La puissance sans appel des muscles tendus, la hauteur prodigieuse des sauts. Les bras qui se tendent pour saisir la taille gracile de la fragile ballerine. La sure poigne qui permet à la partenaire de se jucher en équilibre sur une pointe. C’est cette représentation hyper-masculine du danseur – virilisé à l’extrême par les ballets du XIXème siècle, pour ne pas offenser le spectateur bourgeois de naguère – que remet en question le chorégraphe espagnol Iván Pérez .

Le futur directeur artistique du Dance Theater Heidelberg a choisi dix  danseurs du ballet de l’Opéra de Paris pour questionner le corps masculin au plateau et déconstruire les stéréotypes de genre. Et le résultat est troublant d’émotion. Vêtus de costumes alliant le cabaret queer à l’habit d’époque – comme autant de symboles de transgression et de libération – les artistes offrent leurs corps au regard du spectateur avec une sensualité provocatrice. Les breloques, les sequins et les velours dont ils se parent laissent entrevoir la chair à nue, dans un kitsch délicieusement almodovarien. Le Stabat Mater d’Arvo Pärt vient accompagner avec mysticisme cette étrange Cène, aux frontières de la masculinité. De rapides solos permettent de mettre en avant les singularités des interprètes – dont le remarquable premier danseur François Alu – sans jamais cependant faire preuve d’une inutile démonstration de force. L’émotion des regards, surtout, est placée au premier plan.
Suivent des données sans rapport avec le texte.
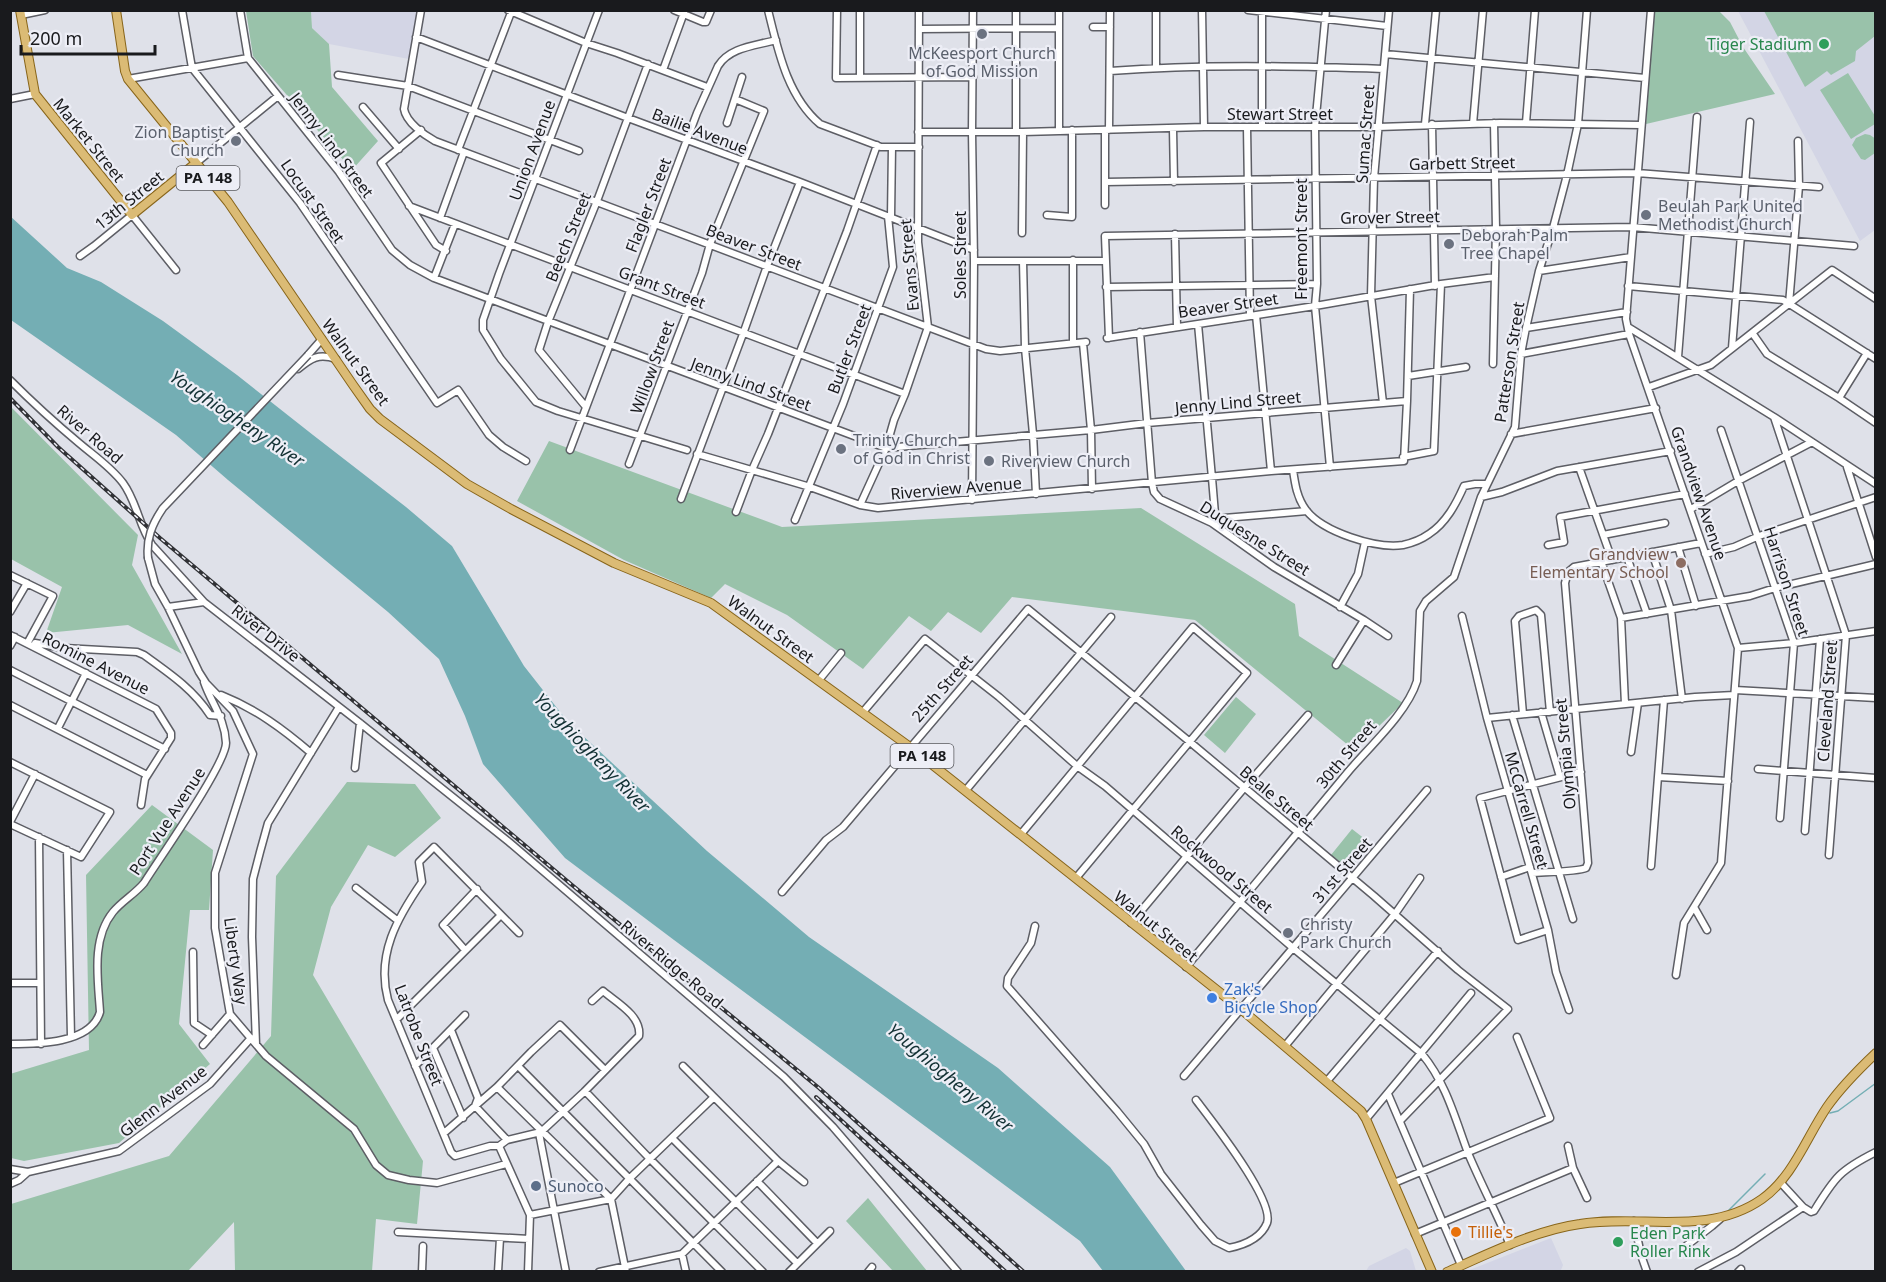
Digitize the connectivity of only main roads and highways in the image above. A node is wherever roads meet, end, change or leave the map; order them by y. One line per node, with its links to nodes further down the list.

Mais ce qui frappe le plus dans cette création, ce sont ces étreintes brisées dont se congratulent les hommes. Se prenant dans les bras dans un élan presque agressif, ils dépassent aussitôt le sempiternel combat  de coqs, pour s’élancer, se projeter, se raccrocher les uns aux autres avant de s’étendre, abandonnés, offerts, lascivement exposés. En cassant l’éternel duo hétérocentré du danseur et de la ballerine et celui, belliqueux à souhait, du guerrier face à son rival, Iván Pérez interroge avec délicatesse la puissance de la fraternité comme du désir. Et ça fait du bien.